A restoration-landmark Martello Tower, Dalkey

Martello Tower Dublin Ireland restoration

ebook and hard copy


Simone Stephenson architect





Martello Tower Restoration Martello Tower, Bartra Rock, Dalkey, County Dublin, Ireland is a collection of images of a conservation project showing a landmark building. Now a protected structure and a National Monument ( in private ownership) Bullock Martello Tower was built as part of a line of 28 coastal defence towers by the British military in 1804 –1805 to protect against the real threat of a Napoleonic invasion. The original military base has been transformed into a warm and peaceful 21st century home. The Bartra Tower is probably one of the least visible today, however its plan is probably the best known of any in the world, as it was reproduced in Maurice Craig’s ‘The Architecture of Ireland’ in 1982. For many it is the quintessential model of an Irish Martello Tower.   Architect and Interior Designer, Simone Stephenson, describes the work carried out to the Bullock Martello Tower: “Overseeing all aspects of the project of restoring this Martello Tower has required perseverance. The most challenging aspect has been the persistent water ingress and the long process of drying out the Tower.

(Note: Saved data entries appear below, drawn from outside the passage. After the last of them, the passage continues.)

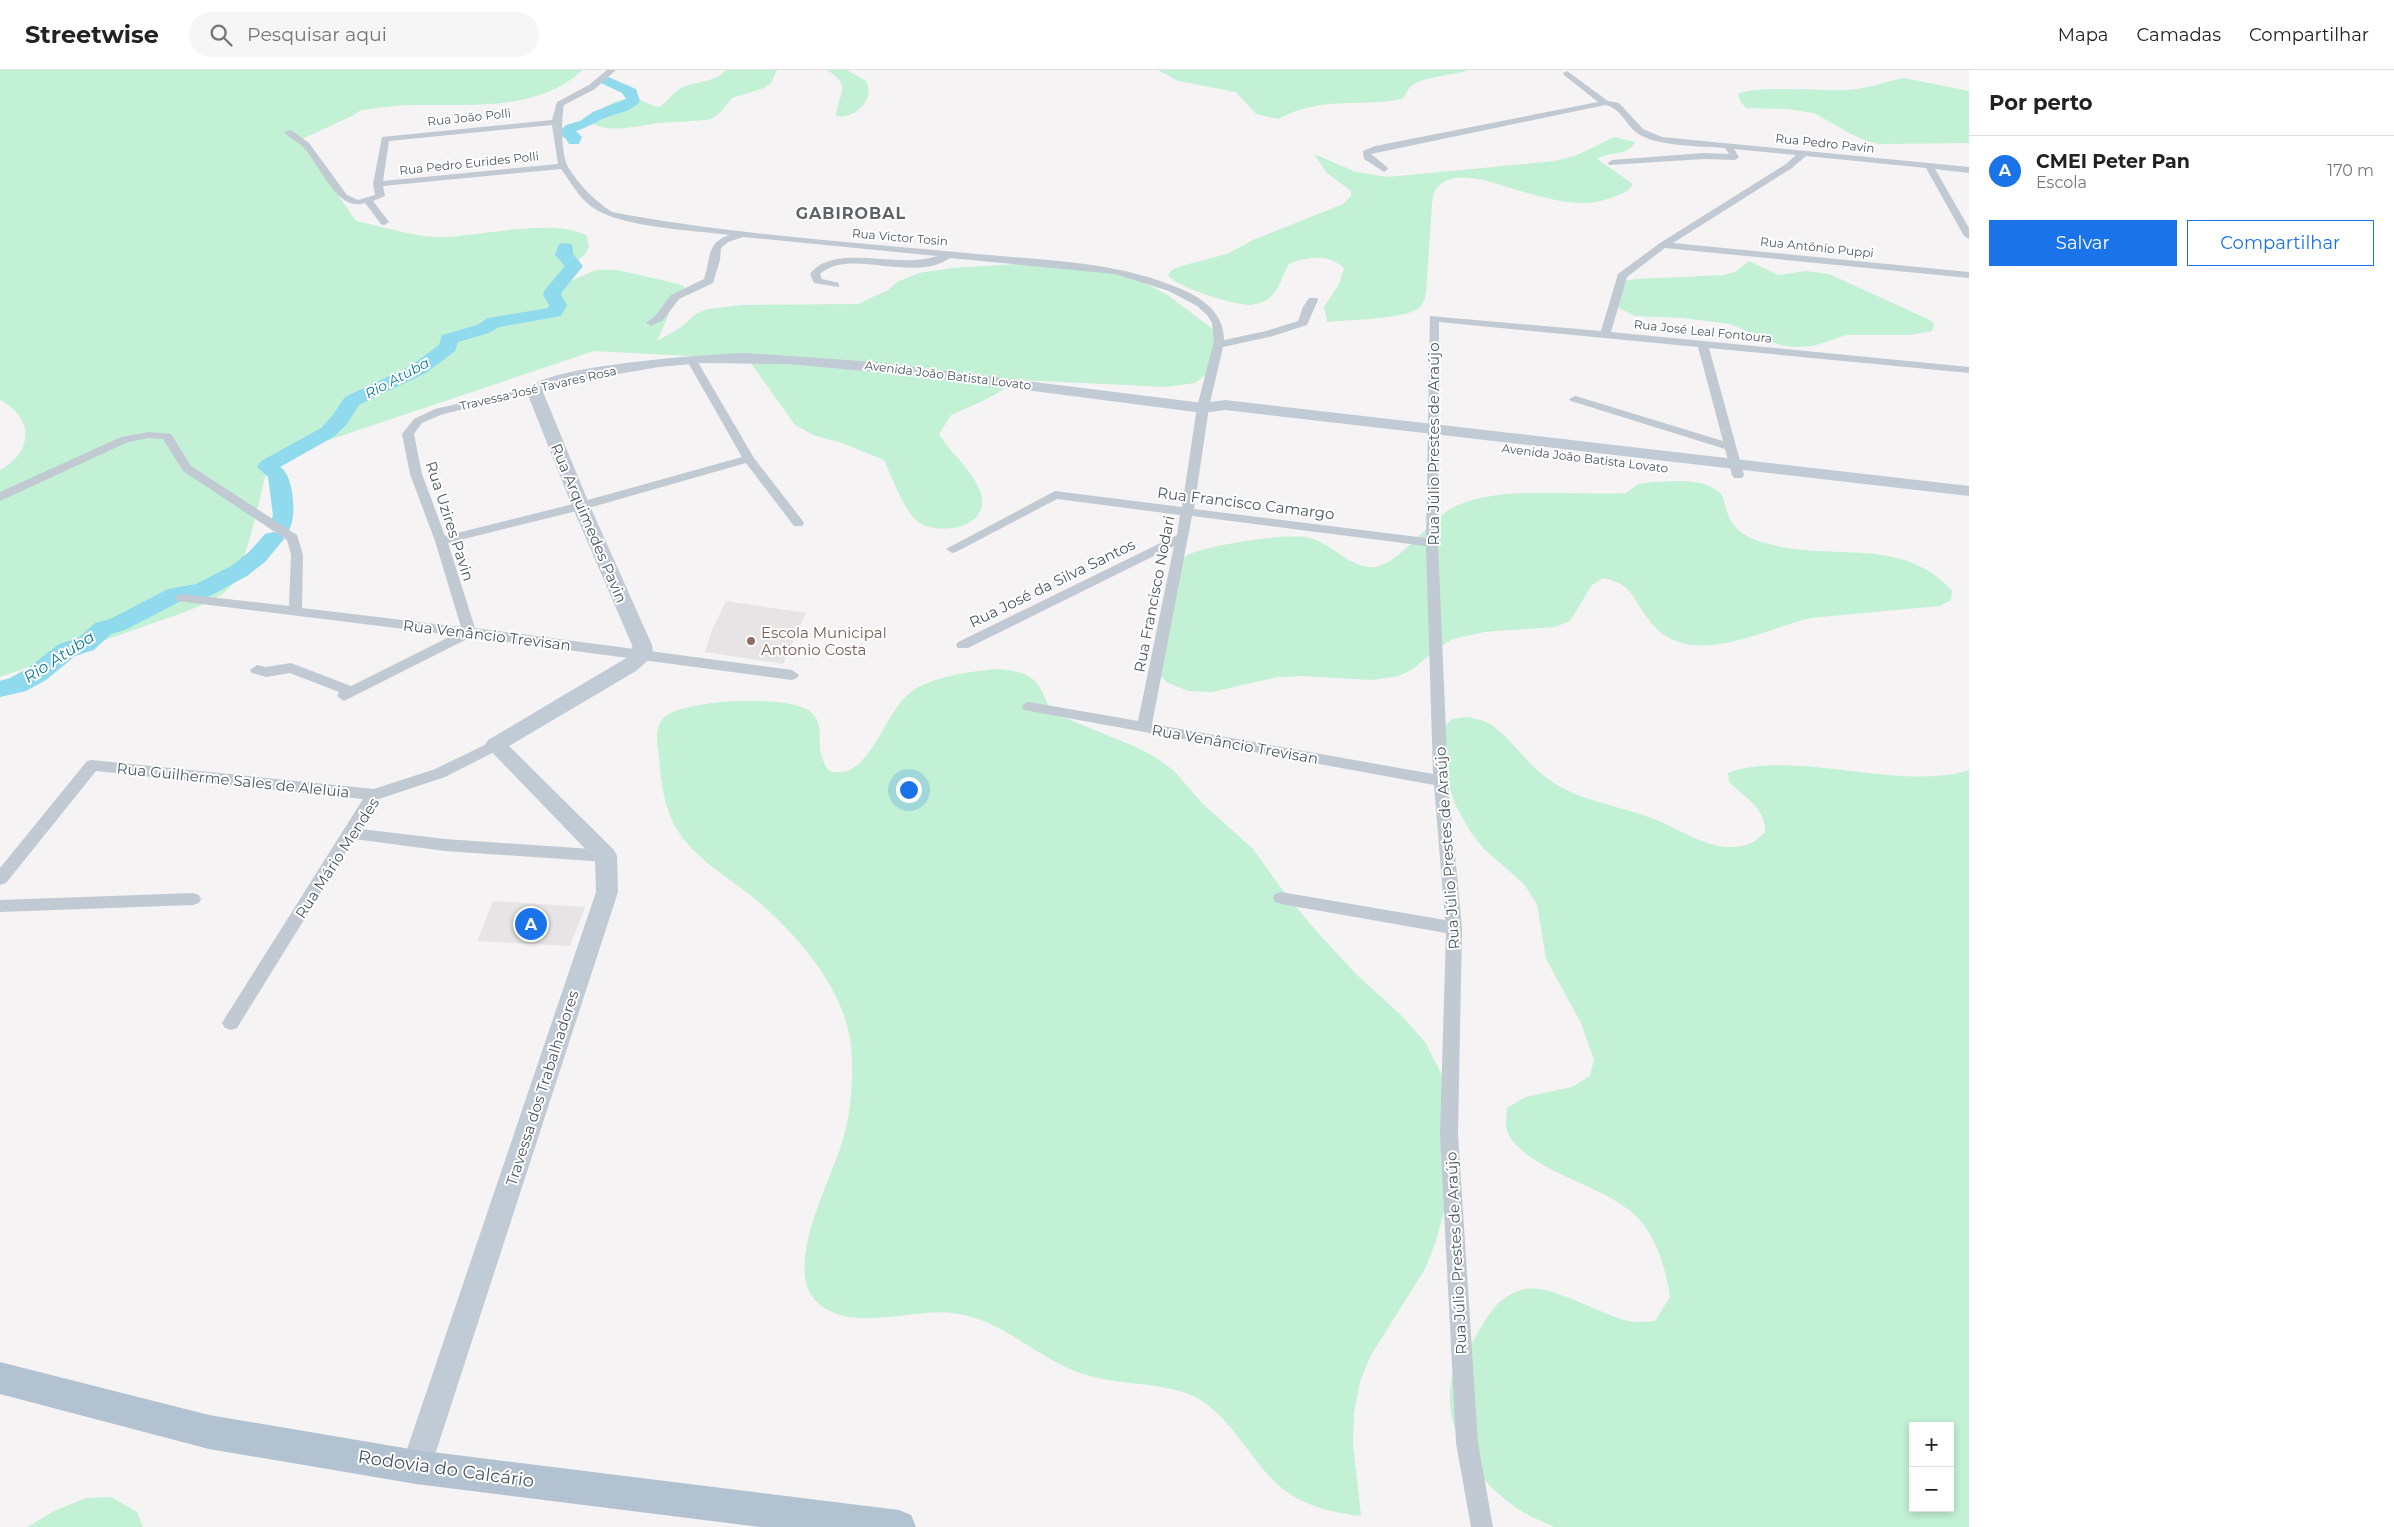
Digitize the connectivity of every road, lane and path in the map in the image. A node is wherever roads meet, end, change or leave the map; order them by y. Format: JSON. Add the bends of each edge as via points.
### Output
{"nodes":[{"id":1,"x":612,"y":70,"type":"edge"},
{"id":2,"x":1567,"y":73,"type":"dead end"},
{"id":3,"x":1605,"y":102,"type":"junction"},
{"id":4,"x":556,"y":122,"type":"junction"},
{"id":5,"x":288,"y":132,"type":"dead end"},
{"id":6,"x":1728,"y":146,"type":"junction"},
{"id":7,"x":1804,"y":153,"type":"junction"},
{"id":8,"x":1612,"y":162,"type":"dead end"},
{"id":9,"x":563,"y":166,"type":"junction"},
{"id":10,"x":1929,"y":166,"type":"junction"},
{"id":11,"x":1384,"y":169,"type":"dead end"},
{"id":12,"x":1969,"y":170,"type":"edge"},
{"id":13,"x":378,"y":184,"type":"junction"},
{"id":14,"x":368,"y":201,"type":"junction"},
{"id":15,"x":384,"y":222,"type":"dead end"},
{"id":16,"x":741,"y":234,"type":"junction"},
{"id":17,"x":1969,"y":236,"type":"edge"},
{"id":18,"x":1663,"y":245,"type":"junction"},
{"id":19,"x":950,"y":254,"type":"junction"},
{"id":20,"x":1969,"y":275,"type":"edge"},
{"id":21,"x":835,"y":285,"type":"dead end"},
{"id":22,"x":1313,"y":300,"type":"dead end"},
{"id":23,"x":1434,"y":318,"type":"joint"},
{"id":24,"x":651,"y":323,"type":"dead end"},
{"id":25,"x":1605,"y":334,"type":"junction"},
{"id":26,"x":1704,"y":344,"type":"junction"},
{"id":27,"x":1218,"y":345,"type":"junction"},
{"id":28,"x":691,"y":359,"type":"junction"},
{"id":29,"x":1969,"y":370,"type":"edge"},
{"id":30,"x":534,"y":390,"type":"junction"},
{"id":31,"x":1576,"y":399,"type":"dead end"},
{"id":32,"x":1203,"y":408,"type":"junction"},
{"id":33,"x":418,"y":421,"type":"joint"},
{"id":34,"x":1433,"y":435,"type":"junction"},
{"id":35,"x":1731,"y":446,"type":"junction"},
{"id":36,"x":749,"y":459,"type":"junction"},
{"id":37,"x":1737,"y":470,"type":"junction"},
{"id":38,"x":1969,"y":491,"type":"edge"},
{"id":39,"x":0,"y":497,"type":"edge"},
{"id":40,"x":1969,"y":502,"type":"edge"},
{"id":41,"x":581,"y":506,"type":"junction"},
{"id":42,"x":1187,"y":512,"type":"junction"},
{"id":43,"x":798,"y":523,"type":"dead end"},
{"id":44,"x":1182,"y":537,"type":"junction"},
{"id":45,"x":441,"y":541,"type":"junction"},
{"id":46,"x":1432,"y":543,"type":"junction"},
{"id":47,"x":952,"y":549,"type":"dead end"},
{"id":48,"x":182,"y":598,"type":"dead end"},
{"id":49,"x":295,"y":611,"type":"junction"},
{"id":50,"x":468,"y":632,"type":"junction"},
{"id":51,"x":962,"y":645,"type":"dead end"},
{"id":52,"x":643,"y":656,"type":"junction"},
{"id":53,"x":257,"y":670,"type":"dead end"},
{"id":54,"x":792,"y":675,"type":"dead end"},
{"id":55,"x":1029,"y":707,"type":"dead end"},
{"id":56,"x":1144,"y":727,"type":"junction"},
{"id":57,"x":495,"y":745,"type":"junction"},
{"id":58,"x":1442,"y":781,"type":"junction"},
{"id":59,"x":374,"y":795,"type":"junction"},
{"id":60,"x":350,"y":833,"type":"junction"},
{"id":61,"x":606,"y":856,"type":"junction"},
{"id":62,"x":0,"y":879,"type":"edge"},
{"id":63,"x":1282,"y":898,"type":"dead end"},
{"id":64,"x":193,"y":899,"type":"dead end"},
{"id":65,"x":0,"y":906,"type":"edge"},
{"id":66,"x":1454,"y":928,"type":"junction"},
{"id":67,"x":231,"y":1022,"type":"dead end"},
{"id":68,"x":0,"y":1378,"type":"edge"},
{"id":69,"x":416,"y":1467,"type":"junction"},
{"id":70,"x":899,"y":1527,"type":"edge"},
{"id":71,"x":1482,"y":1527,"type":"edge"}],
"edges":[{"from":1,"to":4,"type":"street","name":"Rua Victor Tosin","via":[[592,87],[560,104]]},
{"from":2,"to":3,"type":"street","name":"Rua Pedro Pavin"},
{"from":3,"to":6,"type":"street","name":"Rua Pedro Pavin","via":[[1616,105],[1640,131],[1660,139]]},
{"from":3,"to":11,"type":"street","via":[[1366,153]]},
{"from":4,"to":9,"type":"street","name":"Rua Victor Tosin"},
{"from":4,"to":13,"type":"street","name":"Rua João Polli","via":[[385,139]]},
{"from":5,"to":14,"type":"street","via":[[306,145],[344,197],[357,202]]},
{"from":6,"to":7,"type":"street","name":"Rua Pedro Pavin"},
{"from":6,"to":8,"type":"street","via":[[1735,157]]},
{"from":7,"to":10,"type":"street","name":"Rua Pedro Pavin"},
{"from":7,"to":18,"type":"street","via":[[1789,166]]},
{"from":9,"to":13,"type":"street","name":"Rua Pedro Eurides Polli"},
{"from":9,"to":16,"type":"street","name":"Rua Victor Tosin","via":[[593,204],[609,214]]},
{"from":10,"to":12,"type":"street","name":"Rua Pedro Pavin"},
{"from":10,"to":17,"type":"street"},
{"from":13,"to":14,"type":"street","via":[[380,196]]},
{"from":14,"to":15,"type":"street"},
{"from":16,"to":19,"type":"street","name":"Rua Victor Tosin"},
{"from":16,"to":24,"type":"street","via":[[716,247],[709,281],[675,297]]},
{"from":18,"to":20,"type":"street","name":"Rua Antônio Puppi"},
{"from":18,"to":25,"type":"street","via":[[1622,276]]},
{"from":19,"to":21,"type":"street","via":[[934,262],[915,264],[830,262],[815,274],[818,281]]},
{"from":19,"to":27,"type":"street","name":"Rua Victor Tosin","via":[[1081,266],[1146,279],[1206,308],[1217,321],[1220,332]]},
{"from":22,"to":27,"type":"street","via":[[1303,323]]},
{"from":23,"to":25,"type":"street","name":"Rua José Leal Fontoura"},
{"from":23,"to":34,"type":"street","name":"Rua Júlio Prestes de Araújo"},
{"from":25,"to":26,"type":"street","name":"Rua José Leal Fontoura"},
{"from":26,"to":29,"type":"street","name":"Rua José Leal Fontoura"},
{"from":26,"to":35,"type":"street"},
{"from":27,"to":32,"type":"street","name":"Rua Victor Tosin"},
{"from":28,"to":30,"type":"street","name":"Travessa José Tavares Rosa","via":[[574,377]]},
{"from":28,"to":32,"type":"street","name":"Avenida João Batista Lovato","via":[[772,357],[872,366]]},
{"from":28,"to":36,"type":"street"},
{"from":30,"to":33,"type":"street","name":"Travessa José Tavares Rosa","via":[[439,412]]},
{"from":30,"to":41,"type":"street","name":"Rua Arquimedes Pavin"},
{"from":31,"to":35,"type":"street"},
{"from":32,"to":34,"type":"street","name":"Avenida João Batista Lovato","via":[[1222,416]]},
{"from":32,"to":42,"type":"street","name":"Rua Francisco Nodari"},
{"from":33,"to":45,"type":"street","name":"Rua Uzires Pavin","via":[[408,434],[416,474]]},
{"from":34,"to":37,"type":"street","name":"Avenida João Batista Lovato"},
{"from":34,"to":46,"type":"street","name":"Rua Júlio Prestes de Araújo"},
{"from":35,"to":37,"type":"street"},
{"from":36,"to":41,"type":"street"},
{"from":36,"to":43,"type":"street"},
{"from":37,"to":38,"type":"street","name":"Avenida João Batista Lovato"},
{"from":37,"to":40,"type":"street","name":"Avenida João Batista Lovato"},
{"from":39,"to":49,"type":"street","via":[[125,439],[149,434],[166,436],[187,468],[293,538],[297,555]]},
{"from":41,"to":45,"type":"street"},
{"from":41,"to":52,"type":"street","name":"Rua Arquimedes Pavin","via":[[642,645]]},
{"from":42,"to":44,"type":"street","name":"Rua Francisco Nodari"},
{"from":42,"to":46,"type":"street","name":"Rua Francisco Camargo"},
{"from":42,"to":47,"type":"street","name":"Rua Francisco Camargo","via":[[1055,495]]},
{"from":44,"to":51,"type":"street","name":"Rua José da Silva Santos"},
{"from":44,"to":56,"type":"street","name":"Rua Francisco Nodari"},
{"from":45,"to":50,"type":"street","name":"Rua Uzires Pavin"},
{"from":46,"to":58,"type":"street","name":"Rua Júlio Prestes de Araújo"},
{"from":48,"to":49,"type":"street","name":"Rua Venâncio Trevisan"},
{"from":49,"to":50,"type":"street","name":"Rua Venâncio Trevisan"},
{"from":50,"to":52,"type":"street","name":"Rua Venâncio Trevisan"},
{"from":50,"to":53,"type":"street","via":[[348,694],[291,668],[266,672]]},
{"from":52,"to":54,"type":"street","name":"Rua Venâncio Trevisan"},
{"from":52,"to":57,"type":"street","name":"Rua Mário Mendes"},
{"from":55,"to":56,"type":"street","name":"Rua Venâncio Trevisan"},
{"from":56,"to":58,"type":"street","name":"Rua Venâncio Trevisan"},
{"from":57,"to":59,"type":"street","name":"Rua Mário Mendes","via":[[440,773]]},
{"from":57,"to":61,"type":"street"},
{"from":58,"to":66,"type":"street","name":"Rua Júlio Prestes de Araújo"},
{"from":59,"to":60,"type":"street","name":"Rua Mário Mendes"},
{"from":59,"to":62,"type":"street","name":"Rua Guilherme Sales de Aleluia","via":[[92,765]]},
{"from":60,"to":61,"type":"street","via":[[446,845]]},
{"from":60,"to":67,"type":"street","name":"Rua Mário Mendes"},
{"from":61,"to":69,"type":"street","name":"Travessa dos Trabalhadores","via":[[607,892]]},
{"from":63,"to":66,"type":"street"},
{"from":64,"to":65,"type":"street"},
{"from":66,"to":71,"type":"street","name":"Rua Júlio Prestes de Araújo","via":[[1449,1134],[1467,1443]]},
{"from":68,"to":69,"type":"main road","name":"Rodovia do Calcário","via":[[208,1432]]},
{"from":69,"to":70,"type":"main road","name":"Rodovia do Calcário"}]}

3187-8524plpix 3187-8500plpix

The desire to create the most appropriate setting in this sculptural space was the major driving force. The more I worked on the project, the more I discovered, and the more familiar I became with the power, rawness and beauty of the structure. A number of reversible interventions were put in place to the interior and exterior of the tower. A domestic scene is created within the tower but not domesticated. The lack of natural light was a major consideration. The lighting is a vital part of the design.  Light sources are located and integrated to enhance the space. The limited palette of materials, textures and colours were chosen to compliment the granite stone structure. The use of colour throughout the tower is in most places deliberately restrained and subtle.  A vivid turquoise is used however as an accent colour in soft furnishings and appears in key art work. The use of different textures, in an understated way, stainless steel, opaque glass, mirror, white polished marble, leather with a sheen to the surface and silk all have a distinct reflective quality that works well in this naturally dark interior. These lustrous materials are combined with smooth neutral materials and fabrics, raw stone, timber grain and more luxurious fabrics such as velvet and feathery touches are added.”